The BabadookWednesday, August 24th, 2016 8:44 am—Film
The Babadook (Australia/Canada 2014, Horror), Writer/Director: Jennifer Kent
I took my time getting to The Babadook, but this one is definitely a case of “better late than never.”
Horror is a genre I tend to avoid. I hate gratuitous violence and don’t like being scared just for the hell of it. The Babadook is horror I can handle; instead of cutting up bodies, it dissects psyches.
Specifically, the film looks at the strained relationship between widowed mother Amelia (played beautifully by Essie Davis) and her son, Samuel (Noah Wiseman). Amelia’s husband died in a car accident while driving her to the hospital for Samuel’s birth. Six years later, she still can’t bear to celebrate Samuel’s birthday on its proper day.
Things are strained in Amelia’s household to begin with. Both she and Samuel are troubled sleepers plagued by nightmares. Amelia dreams about her husband’s accident. But Samuel is haunted by a faceless monster. He can’t put a name to it; he just knows it’s there.
Every night, Samuel and his mother go through the ritual of inspecting his closet, peering beneath under his bed. And during the day, he practises magic tricks and fires off homemade weapons: “I’ll kill the monster when it comes, I’ll smash its head in!”
It’s all an attempt to protect himself and his mother from whatever darkness is descending, but it only adds to the mounting pressure on Amelia. Samuel is unruly, uncontrollable. He gets expelled from elementary school for endangering other children. His manic energy and incessant calls of, “Mommm! Mahmmmmmmm!!!!” wear on her nerves, already fraught from chronic sleep deprivation. She’s quick to snap, even when he simply hugs her too hard.

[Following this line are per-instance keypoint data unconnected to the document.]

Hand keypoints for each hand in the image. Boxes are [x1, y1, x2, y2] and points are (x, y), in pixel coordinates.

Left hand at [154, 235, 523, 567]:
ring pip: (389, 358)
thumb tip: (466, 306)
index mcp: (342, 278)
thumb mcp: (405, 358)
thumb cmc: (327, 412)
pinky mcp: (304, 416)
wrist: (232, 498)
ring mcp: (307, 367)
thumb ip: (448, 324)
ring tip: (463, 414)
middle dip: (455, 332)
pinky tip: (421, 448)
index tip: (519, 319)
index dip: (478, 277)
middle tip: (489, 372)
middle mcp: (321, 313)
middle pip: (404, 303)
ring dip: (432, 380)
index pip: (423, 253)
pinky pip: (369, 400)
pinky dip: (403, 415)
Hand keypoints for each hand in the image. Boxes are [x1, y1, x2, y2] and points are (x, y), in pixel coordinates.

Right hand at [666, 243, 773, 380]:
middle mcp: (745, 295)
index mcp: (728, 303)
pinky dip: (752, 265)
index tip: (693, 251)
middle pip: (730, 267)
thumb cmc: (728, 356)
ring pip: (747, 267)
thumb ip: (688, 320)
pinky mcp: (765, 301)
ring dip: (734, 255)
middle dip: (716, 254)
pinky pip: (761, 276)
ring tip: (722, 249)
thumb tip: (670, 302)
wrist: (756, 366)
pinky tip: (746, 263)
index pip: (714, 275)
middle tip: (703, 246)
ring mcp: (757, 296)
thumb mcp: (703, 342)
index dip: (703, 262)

And then we meet Mister Babadook. “If it’s in a word or in a look, you can’t get rid of the Babadook.” Samuel finds him in an authorless pop-up book his mother hasn’t seen before; it’s been sitting on the shelf, out of sight, perhaps not out of mind.

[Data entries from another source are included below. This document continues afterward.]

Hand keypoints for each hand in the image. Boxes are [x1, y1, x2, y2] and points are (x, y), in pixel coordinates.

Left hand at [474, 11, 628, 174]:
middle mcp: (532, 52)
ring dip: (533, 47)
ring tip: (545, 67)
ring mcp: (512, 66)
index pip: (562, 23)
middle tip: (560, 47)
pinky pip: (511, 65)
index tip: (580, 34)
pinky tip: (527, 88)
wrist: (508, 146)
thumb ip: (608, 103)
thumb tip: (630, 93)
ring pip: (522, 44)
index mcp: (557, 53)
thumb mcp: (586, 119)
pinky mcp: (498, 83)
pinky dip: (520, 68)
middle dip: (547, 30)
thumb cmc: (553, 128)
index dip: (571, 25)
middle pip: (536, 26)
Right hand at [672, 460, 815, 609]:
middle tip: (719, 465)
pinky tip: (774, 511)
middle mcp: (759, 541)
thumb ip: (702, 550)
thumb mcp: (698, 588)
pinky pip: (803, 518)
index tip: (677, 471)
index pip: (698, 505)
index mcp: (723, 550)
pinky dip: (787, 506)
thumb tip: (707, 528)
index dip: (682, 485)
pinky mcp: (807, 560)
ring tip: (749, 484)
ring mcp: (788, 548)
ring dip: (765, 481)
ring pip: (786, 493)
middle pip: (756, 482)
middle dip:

The book is a brilliant way of introducing the film’s demon—a dark man in a top hat and black cloak who kills children in their beds. With its chilling yet artful illustrations and eerie, poetic writing, Mister Babadook creeps into the viewer’s psyche just as much it does Amelia’s and Samuel’s.

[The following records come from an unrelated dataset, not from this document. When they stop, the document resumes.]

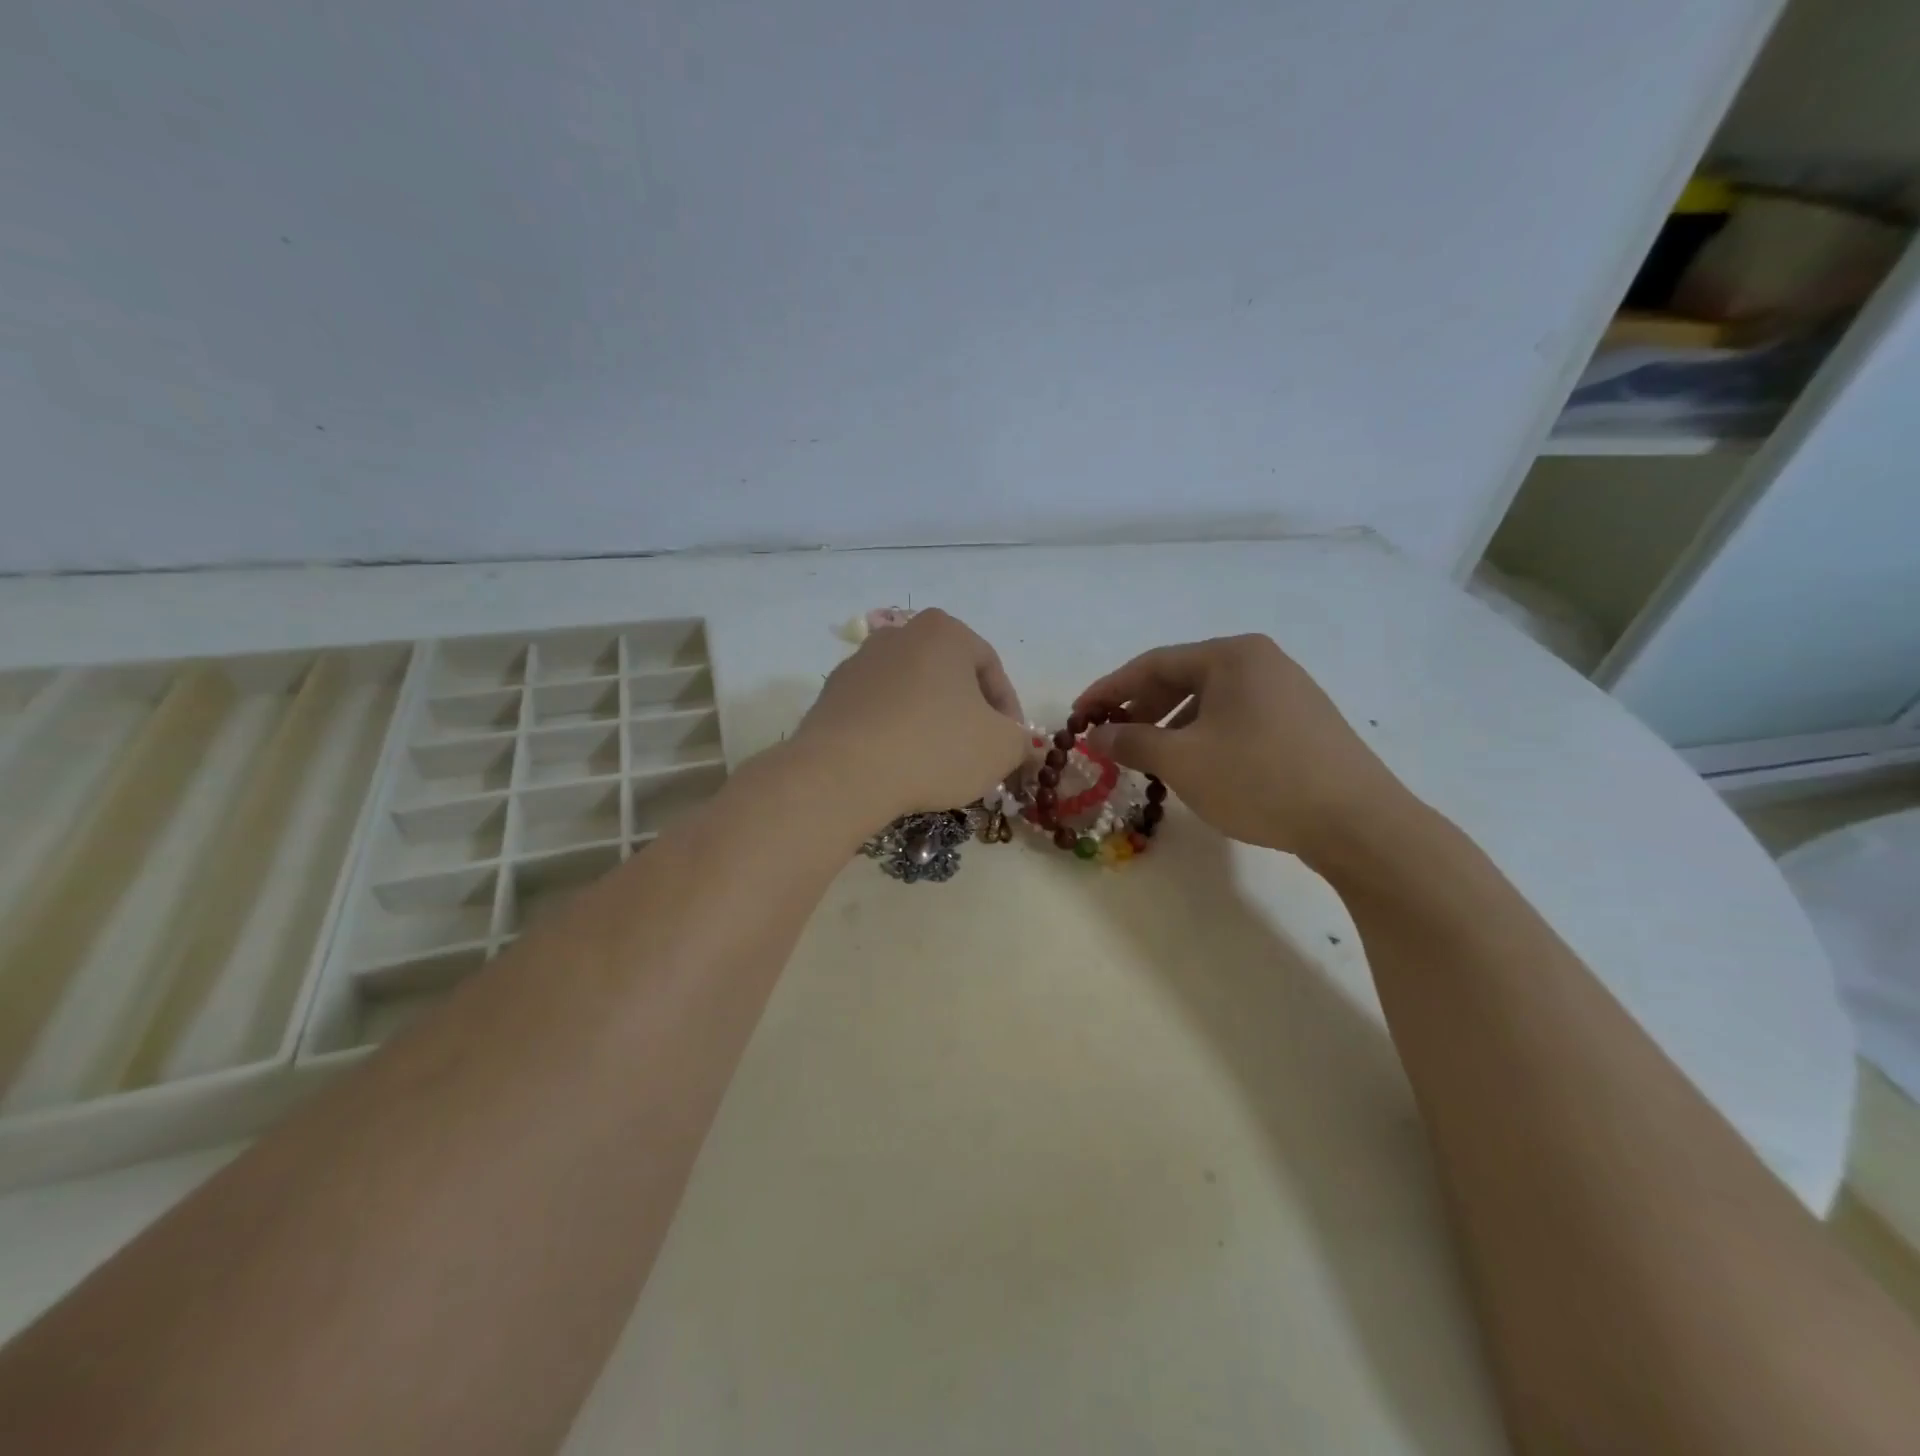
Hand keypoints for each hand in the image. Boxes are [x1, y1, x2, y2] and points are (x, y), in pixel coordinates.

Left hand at [795, 609, 1030, 824]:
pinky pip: (878, 712)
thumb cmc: (934, 748)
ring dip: (930, 723)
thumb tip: (1017, 743)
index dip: (1009, 711)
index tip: (1011, 745)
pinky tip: (899, 765)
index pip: (991, 668)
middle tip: (977, 754)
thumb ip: (1020, 740)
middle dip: (968, 714)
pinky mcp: (832, 695)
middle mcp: (899, 635)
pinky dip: (894, 733)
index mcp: (944, 631)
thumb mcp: (1001, 749)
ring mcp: (859, 663)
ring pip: (912, 693)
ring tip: (937, 764)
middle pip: (949, 677)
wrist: (843, 773)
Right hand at [1076, 634, 1407, 860]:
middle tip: (1111, 738)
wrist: (1358, 822)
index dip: (1109, 689)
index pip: (1153, 663)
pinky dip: (1204, 735)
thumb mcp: (1182, 761)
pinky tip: (1196, 765)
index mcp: (1232, 656)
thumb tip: (1095, 735)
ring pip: (1210, 701)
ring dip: (1170, 725)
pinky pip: (1236, 718)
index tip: (1079, 716)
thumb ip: (1131, 742)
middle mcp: (1261, 662)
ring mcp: (1288, 690)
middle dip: (1140, 708)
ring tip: (1149, 757)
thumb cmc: (1259, 779)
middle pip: (1182, 678)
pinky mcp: (1303, 722)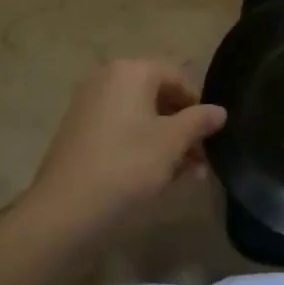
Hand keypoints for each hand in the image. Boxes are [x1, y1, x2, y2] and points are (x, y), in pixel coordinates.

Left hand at [23, 60, 225, 243]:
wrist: (64, 213)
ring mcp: (90, 106)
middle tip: (204, 159)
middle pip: (158, 96)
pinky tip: (161, 178)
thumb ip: (199, 121)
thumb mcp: (171, 144)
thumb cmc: (126, 167)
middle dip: (184, 126)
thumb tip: (219, 110)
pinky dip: (143, 148)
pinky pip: (122, 131)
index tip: (213, 135)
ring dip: (168, 141)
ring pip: (141, 118)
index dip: (199, 103)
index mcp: (130, 71)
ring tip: (190, 175)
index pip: (176, 76)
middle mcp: (107, 80)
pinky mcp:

“You start to change when I get in, the Babadook growing right under your skin.”
Amelia quickly puts an end to the story, but it’s too late; Samuel knows what’s coming. As his obsession with building weapons grows, so does Amelia’s anger and frustration with her son. She insists that the monster isn’t real, but he’s certain that it’s only getting closer.
He isn’t wrong. The question is: Where does the Babadook truly reside? In their closets, cupboards and basement? In Amelia’s mind? Maybe in both.
That, to me, is the most intriguing part of the movie—its exploration of fantasy and reality, sanity and delusion. It reminded me a bit of Take Shelter (see the Take Shelter review from December 2011), in how it asks the audience to decide, at least for a time, whether the threat is real or imagined, and in how it throws light (and shadow) on mental illness.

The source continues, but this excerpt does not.